Ranta kurban edilen bir ülkede insan canının elbette kıymeti harbiyesi yoktur! Örnek çok…Dere yataklarına inşaat izni verilir, otoyol yapmak için sel suyunun denize ulaşmasının önüne geçilirse, doğa gereğini yapar; önüne ne çıkarsa alır götürür. Canı, malı gitmiş gözü yaşlı halka bu sorumsuzluk ‘kader’ diye yutturulur.

Deprem vergisinin otoyol yapımına harcandığı ülkemde kaynak ayrılmadığı için yenilemeyen evlerde her depremde yüzlerce vatandaş canını, malını yitirir; adı ‘fıtrat’ olur. ‘Geliyorum’ diyerek gelen maden facialarından hiç ders alınmaz, önlemler hiçe sayılır; göz göre göre gencecik canlar feci şekilde hayatını kaybeder; ‘Bu işin kaderi böyle’ denilerek sıyrılmaya çalışılır. Orman yangınları, gün geçmeyen kadın cinayetleri, iş kazaları, kısacası her türlü felaket…Hep ‘kader’ dir!..

Verilmek istenen mesaj ‘kadere iman edin’dir, itiraz etmeyin, karşı çıkmayın!.. Ve din eksenli siyaset jargonunda ‘iş gören’ bir söylemdir. Dini söylemde fıtrat, zorunlu olarak kadere razı olmayı, kabullenmeyi öngörür. Aslında her biri önlenebilir olan bu faciaların hepsinde soruna ‘kader’ diye bakan anlayış neticede ölümleri de meşrulaştırır.
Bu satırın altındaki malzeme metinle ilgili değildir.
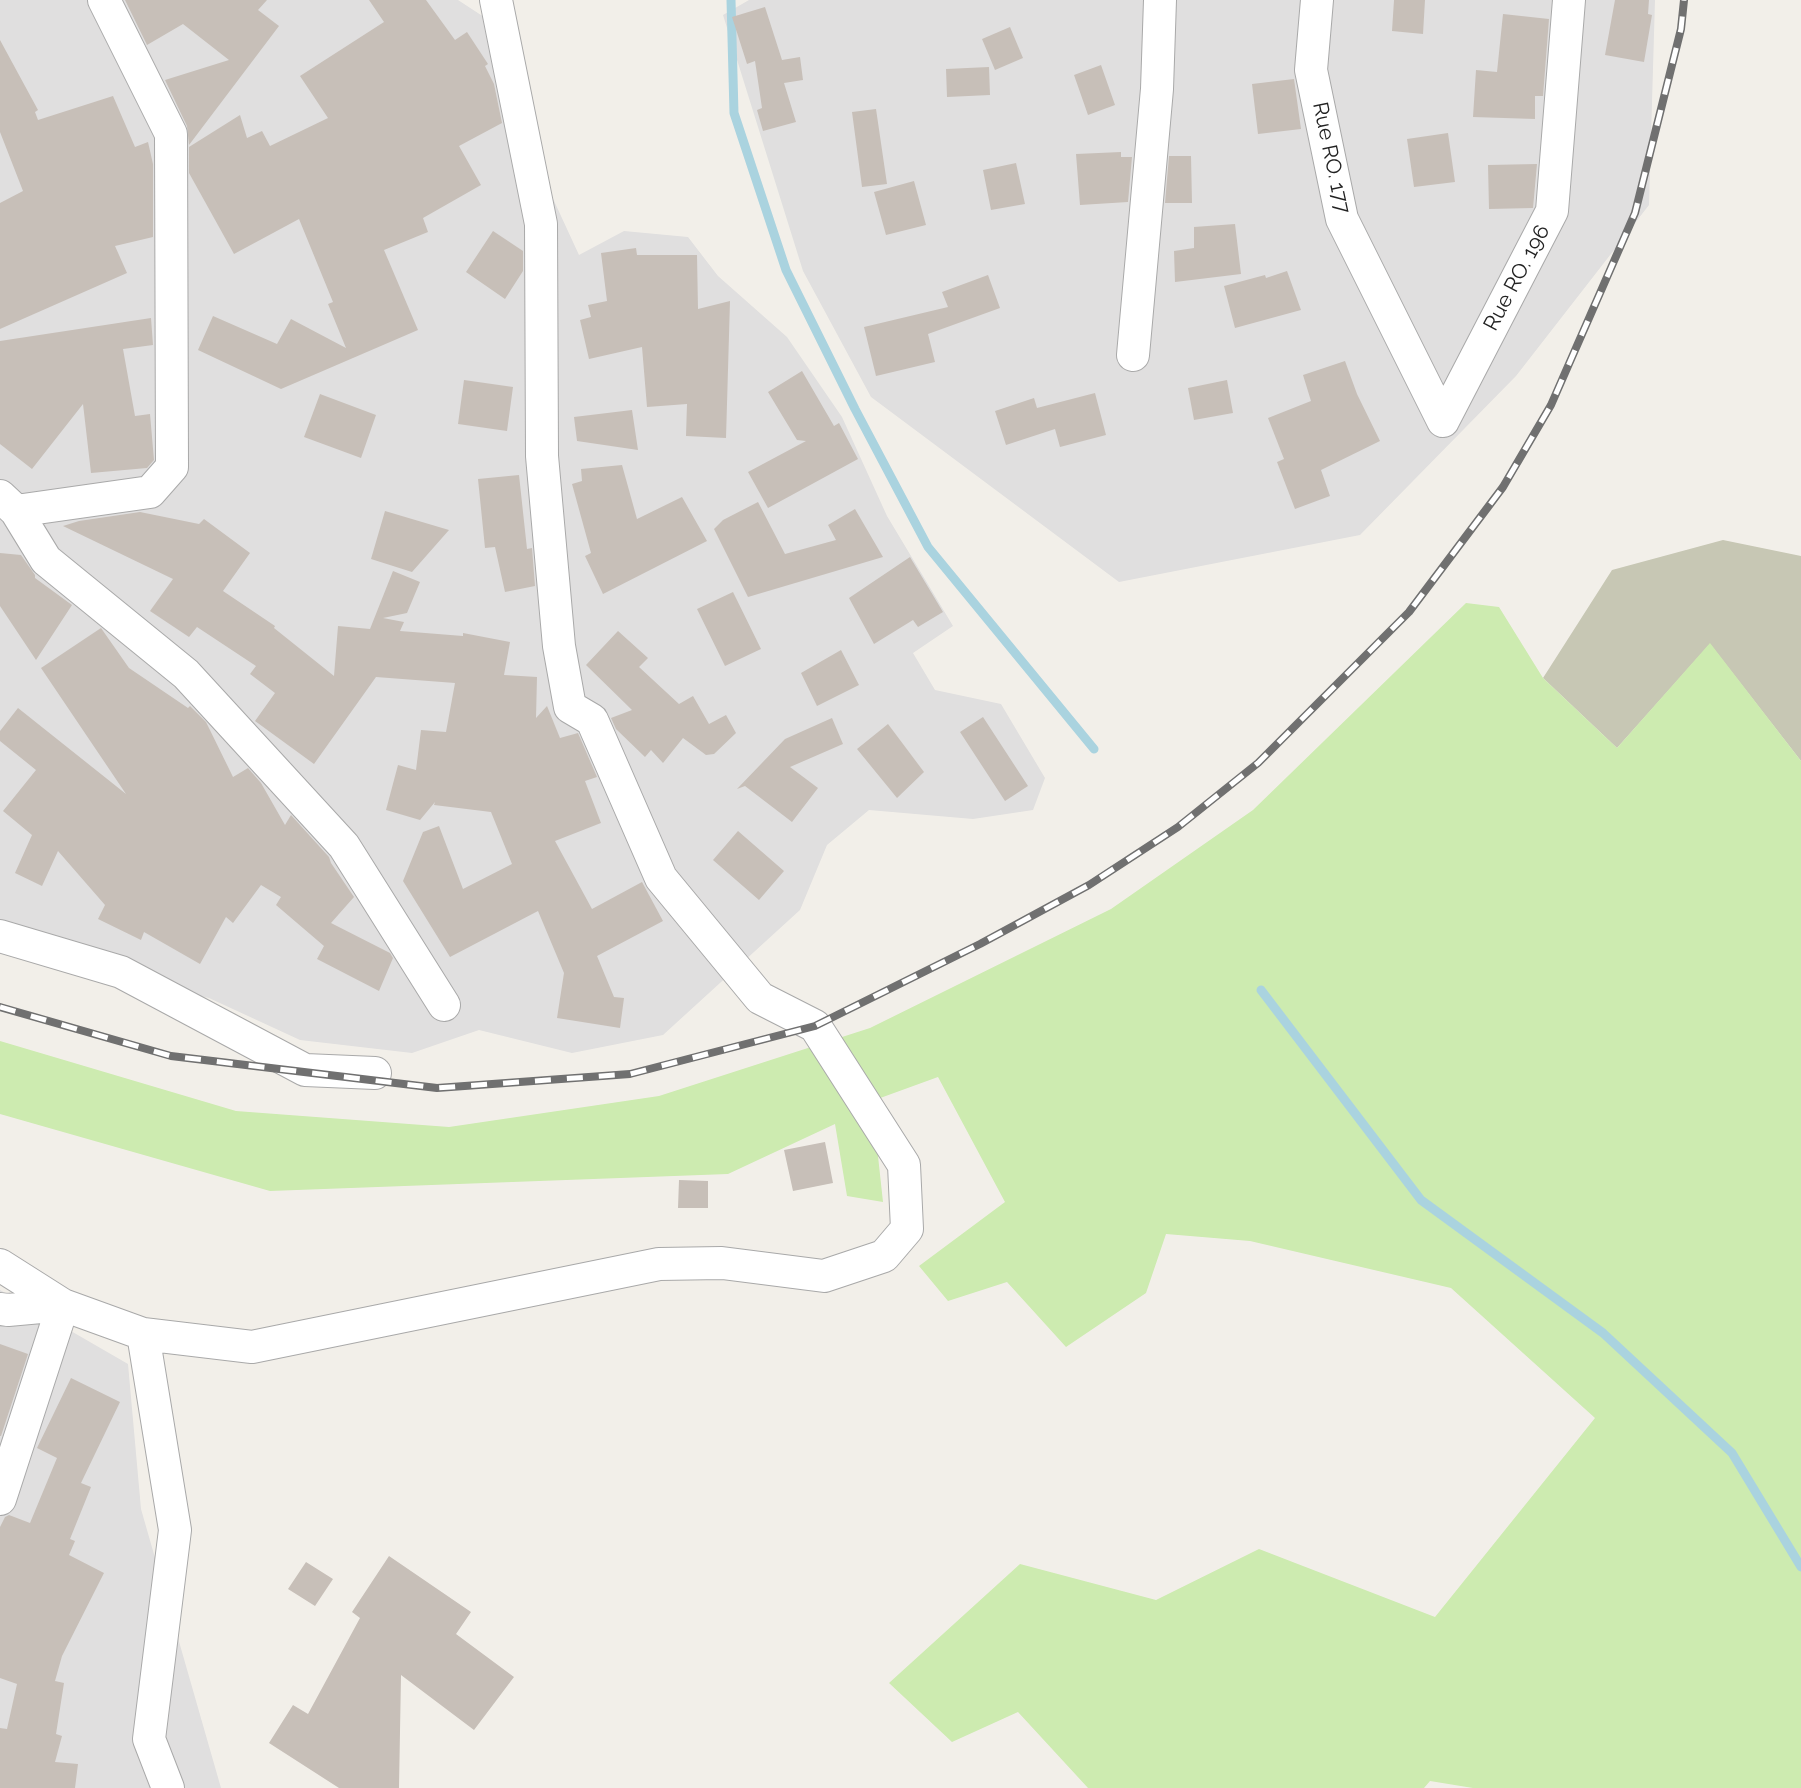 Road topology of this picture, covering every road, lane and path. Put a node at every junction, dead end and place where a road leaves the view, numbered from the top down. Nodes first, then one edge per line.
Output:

Böylece siyasal iktidar sorumluluğunu perdeler ve her seferinde bu genel kabullenişin ‘ekmeğini yer..’ Olan yoksula, emekçiye, görmezden gelinene olur!..

Oysa bu ‘fıtrat’, zenginler ve yönetenler için geçerli değildir… Onların kaderi başka yazılmıştır!..

301 madencinin öldüğü Soma faciasında tutuklu yok!.. Maden sahipleri bir şekilde paçayı sıyırıyor; Bartın’da da durum farklı olmayacaktır. Zaten siyasi erk, olaya ‘kader’ diyerek bir anlamda cezasızlığın da önünü açıyor. Zaten işin ‘püf noktası’ burası; geçmiş örnekler gösteriyor ki, ceza filan hikaye; aslında hayatta olması gereken tabutlardaki o canlar; ‘kader kurbanı’ yapılıyor, şehit diye geçiştiriliyor; böylece konu kapanıyor. Korkarım Bartın’da da aynı şey olacak!..

Bu sürdürülebilir bir durum değil, bunca acı ve felaket topluma daha ne kadar ‘kader’ diye dayatılacak. AKP, bu ülkenin kaderi mi, bu mudur yani? Bizim fıtratımız da AKP ile yaşamak mı?

İlk seçimde ülke bu kadere bir son vermeli, devlet her alanda gereken önlemleri alan, cezaları uygulayan, insan canını önceleyen, adil, adaletli bir yapıya kavuşturulmalı.